Simeon Gaitandjiev wants his work to show people a side of life that they have not seen before or maybe even thought about. "Things that they just pass on the street, some kind of filler for their field of vision," he says. This does not mean that he has given up on portraits and landscapes, but he himself admits that he is more drawn to experimental photography. And more precisely the underground. In its literal sense.
His graduation show Urbex from last year is an obvious example of these preferences. It was shown at Photosynthesis and closed days before the first state of emergency put a pause on our lives. In Urbex Gaitandjiev films abandoned buildings, underground spaces and facilities, whose present is marked by disrepair. He makes the black and white prints himself using the technique of rubber oil printing, in which the combination of oil paint and embossed watercolor paper not only gives the images a dramatic specificity, but also makes it impossible to have two identical prints. Why did he choose these particular spaces? This question is not difficult to answer: he has been visiting them since highschool.
Photographer: Simeon Gaitandjiev / The bunker under the Lagera district in Sofia
He and his best friend started exploring the abandoned bomb shelters under South Park. Their curiosity kept growing and they expanded their perimeter, looking for similar places all over Sofia. "Sometimes we took pictures, but that was before I took photography more seriously," he explains.
When he started studying photography at the National Academy of Theater and Film Arts, he shifted the focus of his work from merely documenting "contemporary ruins" to capturing the atmosphere that permeates them. According to his observations, the bunkers have pretty much fully deteriorated. "Most of them have been wiped clean, any kind of metal parts have been stolen for recycling. Even the 400-kilogram armored doors are gone. Which is unfortunate, because in other countries they do impressive things with such spaces, like galleries, etc."
Photographer: Simeon Gaitandjiev / The former anti-aircraft division of the Tri Ushi hill
Gaitandjiev remembers with a smile how once, when entering a bunker in Lozenets, some braver and more extreme guy rushed to climb 30-40 meters of pipes in an air tunnel and... fell into a basement full of preserved foods.
Over the years, his hobby has come across all kinds of urban legends. For example, the rumor that the tunnels in South Park reach the presidency. "This is complete nonsense," says the young photographer. "The point of all bunkers is that they are always located under a natural hill." However, the most ridiculous myth he has heard is that there is a tunnel under the Balkan range dating back to antiquity or excavated during the socialist period. Gaitandjiev also remembers with a smile an article claiming that there is a whole underground world underneath Sofia because some homeless people live in tunnels.

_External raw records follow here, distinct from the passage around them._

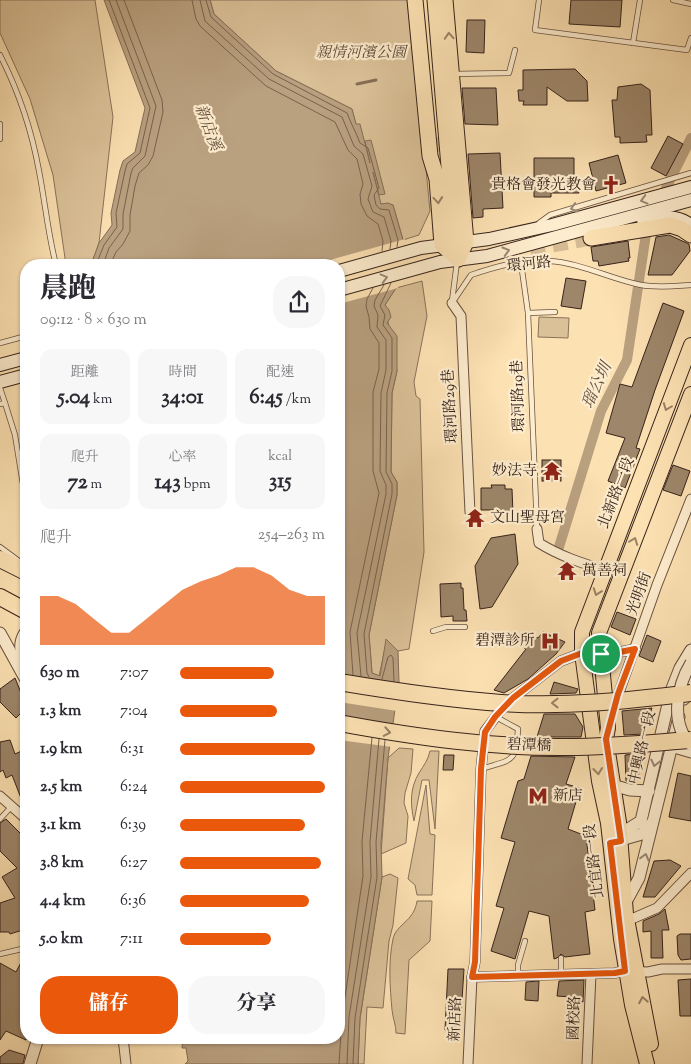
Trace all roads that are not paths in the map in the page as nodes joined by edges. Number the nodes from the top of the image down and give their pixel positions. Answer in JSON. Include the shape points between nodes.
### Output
{"nodes":[{"id":1,"x":415,"y":0,"type":"edge"},
{"id":2,"x":427,"y":0,"type":"edge"},
{"id":3,"x":434,"y":0,"type":"edge"},
{"id":4,"x":445,"y":0,"type":"edge"},
{"id":5,"x":539,"y":0,"type":"edge"},
{"id":6,"x":640,"y":0,"type":"edge"},
{"id":7,"x":673,"y":0,"type":"edge"},
{"id":8,"x":691,"y":4,"type":"edge"},
{"id":9,"x":691,"y":38,"type":"edge"},
{"id":10,"x":632,"y":43,"type":"junction"},
{"id":11,"x":515,"y":50,"type":"dead end"},
{"id":12,"x":0,"y":55,"type":"edge"},
{"id":13,"x":452,"y":74,"type":"junction"},
{"id":14,"x":0,"y":124,"type":"edge"},
{"id":15,"x":437,"y":137,"type":"tunnel mouth"},
{"id":16,"x":0,"y":139,"type":"edge"},
{"id":17,"x":691,"y":173,"type":"edge"},
{"id":18,"x":688,"y":181,"type":"edge"},
{"id":19,"x":691,"y":200,"type":"edge"},
{"id":20,"x":609,"y":221,"type":"junction"},
{"id":21,"x":691,"y":225,"type":"edge"},
{"id":22,"x":532,"y":228,"type":"junction"},
{"id":23,"x":691,"y":235,"type":"edge"},
{"id":24,"x":591,"y":238,"type":"tunnel mouth"},
{"id":25,"x":454,"y":243,"type":"junction"},
{"id":26,"x":55,"y":259,"type":"edge"},
{"id":27,"x":458,"y":259,"type":"junction"},
{"id":28,"x":521,"y":263,"type":"junction"},
{"id":29,"x":345,"y":269,"type":"edge"},
{"id":30,"x":691,"y":285,"type":"edge"},
{"id":31,"x":345,"y":288,"type":"edge"},
{"id":32,"x":452,"y":303,"type":"junction"},
{"id":33,"x":555,"y":312,"type":"dead end"},
{"id":34,"x":528,"y":313,"type":"junction"},
{"id":35,"x":20,"y":338,"type":"edge"},
{"id":36,"x":0,"y":343,"type":"edge"},
{"id":37,"x":691,"y":345,"type":"edge"},
{"id":38,"x":20,"y":360,"type":"edge"},
{"id":39,"x":0,"y":365,"type":"edge"},
{"id":40,"x":20,"y":377,"type":"edge"},
{"id":41,"x":0,"y":382,"type":"edge"},
{"id":42,"x":0,"y":388,"type":"edge"},
{"id":43,"x":691,"y":394,"type":"edge"},
{"id":44,"x":3,"y":404,"type":"edge"},
{"id":45,"x":20,"y":466,"type":"edge"},
{"id":46,"x":691,"y":499,"type":"edge"},
{"id":47,"x":470,"y":512,"type":"dead end"},
{"id":48,"x":537,"y":529,"type":"joint"},
{"id":49,"x":0,"y":547,"type":"edge"},
{"id":50,"x":0,"y":555,"type":"edge"},
{"id":51,"x":0,"y":559,"type":"edge"},
{"id":52,"x":20,"y":563,"type":"edge"},
{"id":53,"x":20,"y":564,"type":"edge"},
{"id":54,"x":20,"y":565,"type":"edge"},
{"id":55,"x":605,"y":570,"type":"junction"},
{"id":56,"x":0,"y":597,"type":"edge"},
{"id":57,"x":20,"y":609,"type":"edge"},
{"id":58,"x":465,"y":627,"type":"dead end"},
{"id":59,"x":433,"y":631,"type":"dead end"},
{"id":60,"x":0,"y":633,"type":"edge"},
{"id":61,"x":635,"y":649,"type":"junction"},
{"id":62,"x":691,"y":650,"type":"edge"},
{"id":63,"x":582,"y":653,"type":"junction"},
{"id":64,"x":601,"y":654,"type":"junction"},
{"id":65,"x":691,"y":663,"type":"edge"},
{"id":66,"x":20,"y":669,"type":"edge"},
{"id":67,"x":691,"y":680,"type":"edge"},
{"id":68,"x":345,"y":683,"type":"edge"},
{"id":69,"x":691,"y":693,"type":"edge"},
{"id":70,"x":495,"y":717,"type":"junction"},
{"id":71,"x":345,"y":724,"type":"edge"},
{"id":72,"x":608,"y":728,"type":"junction"},
{"id":73,"x":691,"y":740,"type":"edge"},
{"id":74,"x":691,"y":745,"type":"edge"},
{"id":75,"x":669,"y":747,"type":"junction"},
{"id":76,"x":691,"y":753,"type":"edge"},
{"id":77,"x":691,"y":757,"type":"edge"},
{"id":78,"x":481,"y":769,"type":"junction"},
{"id":79,"x":612,"y":785,"type":"junction"},
{"id":80,"x":649,"y":791,"type":"junction"},
{"id":81,"x":0,"y":796,"type":"edge"},
{"id":82,"x":12,"y":805,"type":"junction"},
{"id":83,"x":20,"y":813,"type":"edge"},
{"id":84,"x":0,"y":819,"type":"edge"},
{"id":85,"x":655,"y":820,"type":"junction"},
{"id":86,"x":615,"y":837,"type":"junction"},
{"id":87,"x":691,"y":873,"type":"edge"},
{"id":88,"x":626,"y":902,"type":"junction"},
{"id":89,"x":627,"y":921,"type":"junction"},
{"id":90,"x":525,"y":941,"type":"dead end"},
{"id":91,"x":20,"y":949,"type":"edge"},
{"id":92,"x":0,"y":954,"type":"edge"},
{"id":93,"x":561,"y":958,"type":"dead end"},
{"id":94,"x":691,"y":969,"type":"edge"},
{"id":95,"x":631,"y":971,"type":"junction"},
{"id":96,"x":591,"y":974,"type":"junction"},
{"id":97,"x":561,"y":975,"type":"junction"},
{"id":98,"x":518,"y":976,"type":"junction"},
{"id":99,"x":472,"y":977,"type":"junction"},
{"id":100,"x":36,"y":1044,"type":"edge"},
{"id":101,"x":124,"y":1044,"type":"edge"},
{"id":102,"x":30,"y":1064,"type":"edge"},
{"id":103,"x":126,"y":1064,"type":"edge"},
{"id":104,"x":468,"y":1064,"type":"edge"},
{"id":105,"x":587,"y":1064,"type":"edge"},
{"id":106,"x":647,"y":1064,"type":"edge"},
{"id":107,"x":656,"y":1064,"type":"edge"}],
"edges":[{"from":1,"to":25,"type":"highway","one_way":true,"via":[[430,156]]},
{"from":2,"to":15,"type":"highway"},
{"from":3,"to":25,"type":"highway"},
{"from":13,"to":4,"type":"highway","one_way":true},
{"from":5,"to":10,"type":"lane","via":[[536,30]]},
{"from":6,"to":10,"type":"lane"},
{"from":7,"to":8,"type":"lane"},
{"from":9,"to":10,"type":"lane","via":[[687,50]]},
{"from":11,"to":13,"type":"lane","via":[[508,73]]},
{"from":12,"to":26,"type":"lane","via":[[16,86],[39,169]]},
{"from":13,"to":25,"type":"highway"},
{"from":14,"to":16,"type":"lane"},
{"from":17,"to":18,"type":"lane"},
{"from":18,"to":22,"type":"main road","one_way":true},
{"from":18,"to":22,"type":"lane","one_way":true,"via":[[654,184],[550,216]]},
{"from":19,"to":20,"type":"main road"},
{"from":20,"to":21,"type":"main road","via":[[630,223],[664,216],[676,217]]},
{"from":27,"to":20,"type":"main road","one_way":true,"via":[[487,256]]},
{"from":22,"to":25,"type":"main road","via":[[489,239]]},
{"from":23,"to":24,"type":"highway","via":[[670,225]]},
{"from":25,"to":27,"type":"highway"},
{"from":25,"to":27,"type":"highway"},
{"from":25,"to":29,"type":"main road","via":[[421,248]]},
{"from":31,"to":27,"type":"main road","one_way":true},
{"from":27,"to":32,"type":"lane"},
{"from":28,"to":30,"type":"lane","name":"環河路","via":[[548,260],[579,265],[641,284]]},
{"from":28,"to":32,"type":"lane","name":"環河路","via":[[471,275]]},
{"from":28,"to":34,"type":"lane","name":"環河路19巷"},
{"from":32,"to":47,"type":"street","name":"環河路29巷","via":[[461,316]]},
{"from":33,"to":34,"type":"lane"},
{"from":34,"to":48,"type":"lane","name":"環河路19巷"},
{"from":35,"to":36,"type":"lane"},
{"from":37,"to":55,"type":"main road","name":"北新路一段","one_way":true},
{"from":38,"to":39,"type":"main road"},
{"from":40,"to":41,"type":"main road"},
{"from":42,"to":44,"type":"lane"},
{"from":64,"to":43,"type":"main road","one_way":true,"via":[[599,634]]},
{"from":44,"to":45,"type":"lane","via":[[15,435]]},
{"from":46,"to":61,"type":"street","name":"光明街"},
{"from":48,"to":55,"type":"street","via":[[540,543],[557,554]]},
{"from":49,"to":52,"type":"lane"},
{"from":50,"to":53,"type":"street"},
{"from":51,"to":54,"type":"highway"},
{"from":55,"to":63,"type":"main road","name":"北新路一段","one_way":true,"via":[[582,632]]},
{"from":56,"to":57,"type":"highway"},
{"from":58,"to":59,"type":"lane"},
{"from":60,"to":66,"type":"street"},
{"from":61,"to":64,"type":"street","name":"新店路"},
{"from":61,"to":72,"type":"street","name":"光明街"},
{"from":62,"to":75,"type":"street","name":"中興路一段","via":[[671,691]]},
{"from":63,"to":64,"type":"street","name":"新店路"},
{"from":63,"to":70,"type":"street","name":"新店路","via":[[561,661],[513,698]]},
{"from":63,"to":86,"type":"main road","name":"北宜路一段","one_way":true,"via":[[599,781]]},
{"from":64,"to":72,"type":"main road","name":"北宜路一段"},
{"from":65,"to":74,"type":"street","bridge":true,"via":[[680,688],[678,713],[680,727]]},
{"from":67,"to":75,"type":"street","name":"中興路一段"},
{"from":69,"to":68,"type":"highway","one_way":true,"bridge":true,"via":[[584,703],[503,703],[415,695]]},
{"from":70,"to":78,"type":"street","name":"新店路","via":[[485,732]]},
{"from":70,"to":78,"type":"lane","via":[[518,729],[517,752],[510,760]]},
{"from":71,"to":73,"type":"highway","name":"碧潭橋","one_way":true,"bridge":true,"via":[[457,742],[507,745],[612,746]]},
{"from":72,"to":79,"type":"main road","name":"北宜路一段","via":[[606,739]]},
{"from":75,"to":76,"type":"street"},
{"from":75,"to":77,"type":"street"},
{"from":75,"to":80,"type":"street","name":"中興路一段","one_way":true},
{"from":75,"to":85,"type":"street","name":"中興路一段"},
{"from":78,"to":99,"type":"street","name":"新店路"},
{"from":79,"to":80,"type":"street"},
{"from":79,"to":86,"type":"main road","name":"北宜路一段"},
{"from":80,"to":86,"type":"street","name":"中興路一段","via":[[641,821]]},
{"from":81,"to":82,"type":"street"},
{"from":82,"to":83,"type":"street"},
{"from":82,"to":84,"type":"lane"},
{"from":85,"to":86,"type":"street","via":[[642,834]]},
{"from":88,"to":85,"type":"street","name":"中興路一段","one_way":true,"via":[[639,878]]},
{"from":86,"to":88,"type":"main road","name":"北宜路一段"},
{"from":86,"to":95,"type":"main road","name":"北宜路一段"},
{"from":87,"to":89,"type":"street","via":[[657,908]]},
{"from":88,"to":89,"type":"main road","name":"北宜路一段"},
{"from":89,"to":95,"type":"main road","name":"北宜路一段"},
{"from":90,"to":98,"type":"lane"},
{"from":91,"to":92,"type":"lane"},
{"from":93,"to":97,"type":"lane"},
{"from":94,"to":95,"type":"street"},
{"from":95,"to":96,"type":"street"},
{"from":95,"to":106,"type":"main road","name":"北宜路一段"},
{"from":107,"to":95,"type":"main road","name":"北宜路一段","one_way":true},
{"from":96,"to":97,"type":"street"},
{"from":96,"to":105,"type":"street","name":"國校路"},
{"from":97,"to":98,"type":"street"},
{"from":98,"to":99,"type":"street"},
{"from":99,"to":104,"type":"street","name":"新店路"},
{"from":100,"to":102,"type":"street"},
{"from":101,"to":103,"type":"street"}]}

There are all kinds of urban legends out there.
Photographer: Simeon Gaitandjiev / The bunker under the Lagera district in Sofia
And what is "urbex"? Generally speaking, this is a self-organized (and sometimes slightly extreme) study of man-made structures that are in varying stages of disrepair rather than in a flourishing state. "Photography is part of the Urban Exploration, but not always. That's how people rediscover abandoned buildings. Many do it for the feeling of going into a completely empty and quiet place, while for others the thrill is to go where they are not allowed. Maybe everyone likes to break the rules in some way," Gaitandjiev explains. "These activities remain hidden from the public eye, because we have often been chased away when entering underground basements and other places." This is one of the reasons for the absence of a more homogenized international Urbex community, although it has already entered popular culture, for example through the documentary miniseries URBEX - Enter At Your Own Risk, in which contemporary "researchers" share first-hand accounts about their goals and adventures.
Photographer: Simeon Gaitandjiev / The former anti-aircraft division of the Tri Ushi hill
Over the years, fans of abandoned underground facilities in Bulgaria have organized communities on social networks. Gaitandjiev was a moderator for one of the first ones, but nowadays he is glad that this online space was shut down. He observed that the goal of most people was to present the spaces to others and take a little walk inside, rather than really explore. "The others organized gatherings of 10-15 people to go into places together, but these were rare occasions. At its peak, the group had an awful lot of people in it, that was until about 2014-2015. Then they shut it down, but even so, everything had started to quiet down little by little, after some of the more active members left the country," Gaitandjiev adds. This was a logical development given that 90% of the people in the group were in their teens.
Photographer: Simeon Gaitandjiev / The bunker under the Lagera district in Sofia
For Gaitandjiev, photography is an opportunity to make abandoned buildings more visible and to take action to protect them. He creates this visibility by artistic means using a photographic process more than a century old, which adds defects to the image. This process perfectly complements the defects of the spaces and creates an impressive effect – the texture seems to come alive, because the rubber oil printing process works with embossed watercolor paper. "But I decided to shoot with a digital camera because most of these places have no light whatsoever, and a film camera would not have managed as well as digital equipment," says Gaitandzhiev. The feeling of a human presence is typical of his photographs. "I like to imagine that these places still have some kind of spirit. To an extent, every silhouette I put in these photos is a floating ghost that represents the past.”